C'est la ministre du Revenu national, Diane Lebouthillier, qui a demandé à ses fonctionnaires de réévaluer cette lettre, à la suite de sorties publiques d'organismes tels que Diabète Canada dénonçant un changement de garde de la part du ministère.

Comme l'avait précédemment précisé la ministre, le sous-commissaire a répété « qu'aucune modification n'a été apportée aux critères d'admissibilité au CIPH dans la catégorie des traitements de survie, qui comprend la gestion de l'insulinothérapie ».
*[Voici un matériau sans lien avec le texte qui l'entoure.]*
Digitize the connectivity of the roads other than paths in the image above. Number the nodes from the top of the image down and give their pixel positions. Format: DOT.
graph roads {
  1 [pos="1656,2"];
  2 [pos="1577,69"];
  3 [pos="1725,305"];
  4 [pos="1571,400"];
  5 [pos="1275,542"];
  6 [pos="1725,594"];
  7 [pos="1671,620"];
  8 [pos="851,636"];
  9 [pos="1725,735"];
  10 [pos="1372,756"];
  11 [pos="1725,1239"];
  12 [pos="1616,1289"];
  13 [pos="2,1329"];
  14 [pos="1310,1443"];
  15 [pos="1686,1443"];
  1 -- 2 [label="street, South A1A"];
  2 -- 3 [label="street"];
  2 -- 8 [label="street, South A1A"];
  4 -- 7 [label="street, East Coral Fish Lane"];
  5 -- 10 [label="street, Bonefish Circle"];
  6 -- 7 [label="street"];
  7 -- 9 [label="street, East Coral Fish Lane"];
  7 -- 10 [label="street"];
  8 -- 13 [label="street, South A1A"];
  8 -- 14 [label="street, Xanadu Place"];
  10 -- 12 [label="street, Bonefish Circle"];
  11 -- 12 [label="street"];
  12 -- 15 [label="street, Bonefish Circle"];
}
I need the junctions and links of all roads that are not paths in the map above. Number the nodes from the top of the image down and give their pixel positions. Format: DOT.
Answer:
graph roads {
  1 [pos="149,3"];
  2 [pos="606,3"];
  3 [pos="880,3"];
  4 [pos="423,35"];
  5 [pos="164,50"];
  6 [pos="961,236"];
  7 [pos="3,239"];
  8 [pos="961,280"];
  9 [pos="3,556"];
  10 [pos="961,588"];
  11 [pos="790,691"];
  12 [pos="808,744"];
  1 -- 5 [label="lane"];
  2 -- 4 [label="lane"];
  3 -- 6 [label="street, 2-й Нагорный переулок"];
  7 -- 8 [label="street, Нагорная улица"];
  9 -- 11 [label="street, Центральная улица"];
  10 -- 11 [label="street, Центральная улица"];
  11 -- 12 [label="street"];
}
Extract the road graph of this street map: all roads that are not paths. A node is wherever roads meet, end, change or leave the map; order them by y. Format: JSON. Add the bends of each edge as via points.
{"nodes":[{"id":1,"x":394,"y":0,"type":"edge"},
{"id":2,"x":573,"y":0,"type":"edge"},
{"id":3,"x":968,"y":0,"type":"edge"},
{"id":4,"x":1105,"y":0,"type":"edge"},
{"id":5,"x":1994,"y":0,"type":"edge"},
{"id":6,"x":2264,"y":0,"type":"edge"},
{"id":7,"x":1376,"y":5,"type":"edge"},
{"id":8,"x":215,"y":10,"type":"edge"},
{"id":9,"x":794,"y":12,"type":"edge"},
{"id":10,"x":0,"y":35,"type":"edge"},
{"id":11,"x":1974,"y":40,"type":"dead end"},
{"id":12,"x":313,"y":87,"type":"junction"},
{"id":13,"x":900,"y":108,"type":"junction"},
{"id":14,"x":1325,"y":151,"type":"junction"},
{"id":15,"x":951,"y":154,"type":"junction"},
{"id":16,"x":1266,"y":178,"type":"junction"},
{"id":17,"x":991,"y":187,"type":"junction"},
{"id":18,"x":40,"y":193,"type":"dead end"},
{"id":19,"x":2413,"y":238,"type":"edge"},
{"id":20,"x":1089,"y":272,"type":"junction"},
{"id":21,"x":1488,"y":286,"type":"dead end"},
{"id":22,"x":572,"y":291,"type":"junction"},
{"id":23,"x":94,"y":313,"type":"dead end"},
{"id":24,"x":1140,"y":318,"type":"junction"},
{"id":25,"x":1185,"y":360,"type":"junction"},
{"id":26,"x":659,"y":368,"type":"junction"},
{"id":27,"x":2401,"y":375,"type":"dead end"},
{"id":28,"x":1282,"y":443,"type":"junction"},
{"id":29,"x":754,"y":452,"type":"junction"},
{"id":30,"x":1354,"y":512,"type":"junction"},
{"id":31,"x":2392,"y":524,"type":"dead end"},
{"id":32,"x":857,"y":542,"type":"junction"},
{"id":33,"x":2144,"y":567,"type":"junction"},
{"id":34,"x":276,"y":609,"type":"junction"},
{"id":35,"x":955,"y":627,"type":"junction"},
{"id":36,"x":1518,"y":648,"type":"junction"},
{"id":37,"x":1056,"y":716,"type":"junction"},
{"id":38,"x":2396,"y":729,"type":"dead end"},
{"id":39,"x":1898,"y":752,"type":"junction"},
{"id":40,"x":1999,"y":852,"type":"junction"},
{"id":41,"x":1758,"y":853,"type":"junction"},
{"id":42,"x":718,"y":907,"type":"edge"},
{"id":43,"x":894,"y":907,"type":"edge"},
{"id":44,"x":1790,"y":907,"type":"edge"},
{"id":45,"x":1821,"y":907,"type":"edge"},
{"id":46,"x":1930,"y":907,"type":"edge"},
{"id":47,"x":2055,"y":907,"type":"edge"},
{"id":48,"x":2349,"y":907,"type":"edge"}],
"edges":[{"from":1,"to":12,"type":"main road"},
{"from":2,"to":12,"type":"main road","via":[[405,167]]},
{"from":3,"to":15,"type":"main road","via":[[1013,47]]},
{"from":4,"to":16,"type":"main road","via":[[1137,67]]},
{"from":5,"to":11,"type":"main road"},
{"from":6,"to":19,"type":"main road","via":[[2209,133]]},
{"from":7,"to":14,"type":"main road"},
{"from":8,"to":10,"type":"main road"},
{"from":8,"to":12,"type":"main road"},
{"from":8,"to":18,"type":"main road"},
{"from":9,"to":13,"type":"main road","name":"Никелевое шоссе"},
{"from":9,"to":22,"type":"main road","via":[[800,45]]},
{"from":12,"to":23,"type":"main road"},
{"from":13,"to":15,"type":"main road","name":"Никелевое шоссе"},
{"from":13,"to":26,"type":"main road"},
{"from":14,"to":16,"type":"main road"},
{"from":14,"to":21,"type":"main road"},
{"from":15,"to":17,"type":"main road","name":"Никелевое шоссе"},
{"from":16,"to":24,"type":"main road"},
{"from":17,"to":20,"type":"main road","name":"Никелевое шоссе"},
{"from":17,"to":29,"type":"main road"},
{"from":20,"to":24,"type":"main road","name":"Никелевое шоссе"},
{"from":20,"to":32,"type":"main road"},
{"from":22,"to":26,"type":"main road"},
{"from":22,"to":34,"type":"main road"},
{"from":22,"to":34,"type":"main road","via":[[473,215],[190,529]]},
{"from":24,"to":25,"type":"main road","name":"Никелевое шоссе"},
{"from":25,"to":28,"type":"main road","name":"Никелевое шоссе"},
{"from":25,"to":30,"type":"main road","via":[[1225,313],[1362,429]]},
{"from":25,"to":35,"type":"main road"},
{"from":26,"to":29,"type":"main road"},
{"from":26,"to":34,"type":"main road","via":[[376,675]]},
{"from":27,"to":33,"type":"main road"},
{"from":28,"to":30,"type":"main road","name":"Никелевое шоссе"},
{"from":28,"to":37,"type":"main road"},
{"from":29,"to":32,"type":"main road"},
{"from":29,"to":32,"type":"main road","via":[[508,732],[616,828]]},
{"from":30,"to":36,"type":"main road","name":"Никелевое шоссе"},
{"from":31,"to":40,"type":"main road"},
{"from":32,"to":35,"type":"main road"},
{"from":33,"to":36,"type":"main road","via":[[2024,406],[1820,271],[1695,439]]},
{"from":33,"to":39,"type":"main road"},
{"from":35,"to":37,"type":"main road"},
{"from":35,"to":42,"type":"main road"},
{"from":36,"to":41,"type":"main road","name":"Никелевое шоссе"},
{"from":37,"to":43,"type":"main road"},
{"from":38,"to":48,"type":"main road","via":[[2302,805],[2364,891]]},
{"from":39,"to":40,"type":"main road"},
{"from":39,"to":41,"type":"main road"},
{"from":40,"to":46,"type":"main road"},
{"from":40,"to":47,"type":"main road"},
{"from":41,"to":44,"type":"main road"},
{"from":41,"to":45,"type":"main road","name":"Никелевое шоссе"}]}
De plus, il a indiqué que le ministère n'a pas « un taux cible pour les approbations et les refus des demandes de CIPH ».

Accueil favorable

Dans une déclaration écrite, l'organisme Diabète Canada accueille favorablement cette annonce du ministère et presse l'ARC « d'agir rapidement dans sa révision des réclamations de personnes atteintes de diabète de type 1 qui attendent une réponse ». L'organisme soutient avoir reçu plus de 700 plaintes liées à ces refus, seulement depuis le mois de mai.

Cet allégement fiscal permet aux individus souffrant de ce type de diabète et leurs aidants de réduire leur montant d'impôt à payer, ce qui compense certaines dépenses liées aux médicaments et aux traitements.

Pour y avoir accès, les soins thérapeutiques doivent être nécessaires « pour maintenir une fonction vitale » et être « requis au moins trois fois par semaine, pour une moyenne d'au moins 14 heures par semaine », précise le site web du ministère.

Cette lettre de clarification a seulement été modifiée dans le cas de l'insulinothérapie et ne touche pas d'autres handicaps.

La ministre du Revenu national a par ailleurs formé un Comité consultatif des personnes handicapées, qui servira de tribune pour améliorer les mesures fiscales auxquelles elles ont droit.